== LISTED ENTRIES
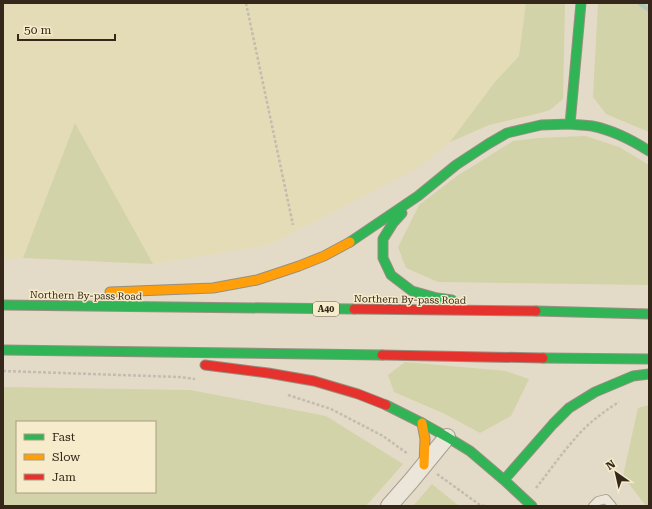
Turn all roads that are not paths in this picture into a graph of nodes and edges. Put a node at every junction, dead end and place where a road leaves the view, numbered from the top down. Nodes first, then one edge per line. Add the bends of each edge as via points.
1 (581, 3) edge
2 (570, 124) junction
3 (649, 152) edge
4 (418, 196) junction
5 (104, 292) dead end
6 (3, 299) edge
7 (532, 311) junction
8 (649, 314) edge
9 (3, 350) edge
10 (91, 352) junction
11 (649, 359) edge
12 (168, 361) dead end
13 (199, 364) dead end
14 (649, 374) edge
15 (422, 423) junction
16 (447, 437) junction
17 (428, 467) junction
18 (504, 480) junction
19 (389, 506) edge
20 (532, 506) edge
21 (593, 506) edge
22 (612, 506) edge

1 - 2 main road
2 - 3 main road via 592,126 614,133
2 - 4 main road via 541,125 507,133 456,165
4 - 5 main road via 324,256 258,280 213,288
4 - 7 main road via 393,223 383,240 383,258 391,275 412,292 437,298
6 - 7 main road, Northern By-pass Road / A40
7 - 8 main road, Northern By-pass Road / A40
9 - 10 main road
10 - 11 main road
10 - 12 main road
13 - 15 main road via 314,381 358,394
14 - 18 main road via 633,376 595,392 569,408
15 - 16 main road
15 - 17 main road
16 - 17 street
16 - 18 main road via 470,451
17 - 19 street
18 - 20 main road
21 - 22 lane via 598,501 606,499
====
HOW TO COMPLETE THIS TASK =>
Repeat each line of the records above exactly, but do not copy the pictures.

OUTPUT OF THE EXERCISE =>
Turn all roads that are not paths in this picture into a graph of nodes and edges. Put a node at every junction, dead end and place where a road leaves the view, numbered from the top down. Nodes first, then one edge per line. Add the bends of each edge as via points.
1 (581, 3) edge
2 (570, 124) junction
3 (649, 152) edge
4 (418, 196) junction
5 (104, 292) dead end
6 (3, 299) edge
7 (532, 311) junction
8 (649, 314) edge
9 (3, 350) edge
10 (91, 352) junction
11 (649, 359) edge
12 (168, 361) dead end
13 (199, 364) dead end
14 (649, 374) edge
15 (422, 423) junction
16 (447, 437) junction
17 (428, 467) junction
18 (504, 480) junction
19 (389, 506) edge
20 (532, 506) edge
21 (593, 506) edge
22 (612, 506) edge

1 - 2 main road
2 - 3 main road via 592,126 614,133
2 - 4 main road via 541,125 507,133 456,165
4 - 5 main road via 324,256 258,280 213,288
4 - 7 main road via 393,223 383,240 383,258 391,275 412,292 437,298
6 - 7 main road, Northern By-pass Road / A40
7 - 8 main road, Northern By-pass Road / A40
9 - 10 main road
10 - 11 main road
10 - 12 main road
13 - 15 main road via 314,381 358,394
14 - 18 main road via 633,376 595,392 569,408
15 - 16 main road
15 - 17 main road
16 - 17 street
16 - 18 main road via 470,451
17 - 19 street
18 - 20 main road
21 - 22 lane via 598,501 606,499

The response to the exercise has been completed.